И только тогда перестали упрекать и корить ее детством старые монахини, когда священник монастырский, услышав их попреки, сказал им однажды, – он был человек прямой, резкий, умный, на язык немного язвительный:
– А знаете, матери-судьи, что вы похвалу ей говорите, оттого она с вами и соглашается. Ну, пусть, по-вашему, она дитя неразумное. Так ведь сказано же: таковых есть Царство Небесное. Уж коли хотите ее корить, так придумайте что-нибудь другое. А это не в укор, а в похвалу, да еще в какую: прямо мать Иринею в Небеса тычете!
Куда ни шла мать Иринея, дети от нее не отходили, и тот же священник в злую минуту и ей сказал, завидев, как она идет по монастырю в мантии, а вокруг – да не под мантией ли? – ребята, мал мала меньше:
– Какая ты, мать, монашка! Ты – наседка: на весь монастырь квохчешь, цыплят собираешь.
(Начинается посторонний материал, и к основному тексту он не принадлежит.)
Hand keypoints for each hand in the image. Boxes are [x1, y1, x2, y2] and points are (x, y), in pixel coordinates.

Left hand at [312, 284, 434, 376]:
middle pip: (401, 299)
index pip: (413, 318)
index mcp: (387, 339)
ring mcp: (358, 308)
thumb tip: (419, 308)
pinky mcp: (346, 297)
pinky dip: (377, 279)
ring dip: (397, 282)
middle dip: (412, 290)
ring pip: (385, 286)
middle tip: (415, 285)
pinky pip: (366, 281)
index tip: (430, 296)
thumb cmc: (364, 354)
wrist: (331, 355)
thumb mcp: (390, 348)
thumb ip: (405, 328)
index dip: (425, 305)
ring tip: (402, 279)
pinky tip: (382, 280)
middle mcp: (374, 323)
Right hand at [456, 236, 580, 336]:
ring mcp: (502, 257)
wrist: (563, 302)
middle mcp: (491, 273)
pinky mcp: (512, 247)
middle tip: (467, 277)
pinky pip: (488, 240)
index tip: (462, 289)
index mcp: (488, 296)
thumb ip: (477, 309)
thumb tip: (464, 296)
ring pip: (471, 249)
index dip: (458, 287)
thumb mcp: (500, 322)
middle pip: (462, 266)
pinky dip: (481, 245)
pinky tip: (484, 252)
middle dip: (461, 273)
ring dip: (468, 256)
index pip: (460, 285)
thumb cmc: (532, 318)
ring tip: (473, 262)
Только крыло-то у тебя черное, не больно теплое, – ну, да ведь и куры черные бывают.
И покачал на нее головою, а она ему низко поклонилась, а ребята, с испугу, еще теснее к ней прижались и под мантию лезли.
По весне бабушка тайком от келейниц пекла детям пшеничных жаворонков и даже золотила им хвостики сусальным золотом и вставляла изюминные глазки, а на Пасху где-нибудь под кустиком катала с ними крашеные яйца.
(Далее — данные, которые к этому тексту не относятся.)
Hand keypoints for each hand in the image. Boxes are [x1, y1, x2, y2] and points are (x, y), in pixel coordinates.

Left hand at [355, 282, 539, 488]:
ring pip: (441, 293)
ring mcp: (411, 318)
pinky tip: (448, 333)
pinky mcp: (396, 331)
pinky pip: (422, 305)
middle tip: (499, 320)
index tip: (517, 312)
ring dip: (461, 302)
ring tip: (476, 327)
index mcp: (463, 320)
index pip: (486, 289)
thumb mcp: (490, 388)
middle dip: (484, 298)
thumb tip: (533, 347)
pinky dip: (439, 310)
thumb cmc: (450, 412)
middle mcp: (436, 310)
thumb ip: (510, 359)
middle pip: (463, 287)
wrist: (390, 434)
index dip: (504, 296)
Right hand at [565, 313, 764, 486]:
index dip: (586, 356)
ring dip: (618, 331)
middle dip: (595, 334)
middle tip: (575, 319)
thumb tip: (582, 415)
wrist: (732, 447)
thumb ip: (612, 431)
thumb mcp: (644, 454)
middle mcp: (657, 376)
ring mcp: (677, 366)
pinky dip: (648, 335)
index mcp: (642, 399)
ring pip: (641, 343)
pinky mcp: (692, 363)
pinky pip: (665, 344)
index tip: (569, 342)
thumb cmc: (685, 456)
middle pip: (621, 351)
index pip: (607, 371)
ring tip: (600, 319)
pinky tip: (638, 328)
Иногда призывала ее игуменья и пеняла ей, что послушниц и монастырских сирот балует, но бабушка кланялась и только иногда прибавляла к обычному своему «простите, Христа ради»:
– Господь-то нас как, матушка, балует!
Игуменья не возражала бабушке, махнула на нее рукой, сказав:
– Есть смущающиеся.
Но с годами «смущающихся» делалось все меньше, ибо и взрослые, и мужалые, и престарелые – все делались для бабушки как бы детьми, и она протягивала яблоко или бисерную поделочку, не разбирая, ребенку или губернскому чиновнику, зашедшему от обедни посетить ее и о чем-нибудь посоветоваться. Был в городе купец-подрядчик Зыков, человек молчаливый, крепкий характером, скуповатый. Он был очень дальний родственник Подшиваловым. Он изредка заходил после обедни к матери Иринее: войдет в келью, помолится на образа, станет у притолоки и стоит, ни за что не соглашаясь сесть за стол и выпить чаю.
– Что ж ты, батюшка, все стоишь, – спросит его бабушка, – не присядешь?
– А вот на тебя смотрю, не пойму никак: стареешь ты, а все больше под дитю походишь… – Посмотрит, посмотрит, как бабушка суетится, потчуя кого-нибудь, и улыбается – и молча уйдет.
Один лишь человек никогда не бывал ни у ней, ни в монастыре. Это Петр Ильич Удальцов, приказчик у Ивана Прокоповича Подшивалова, торговавшего под фирмой «Прокопий Подшивалов и сын».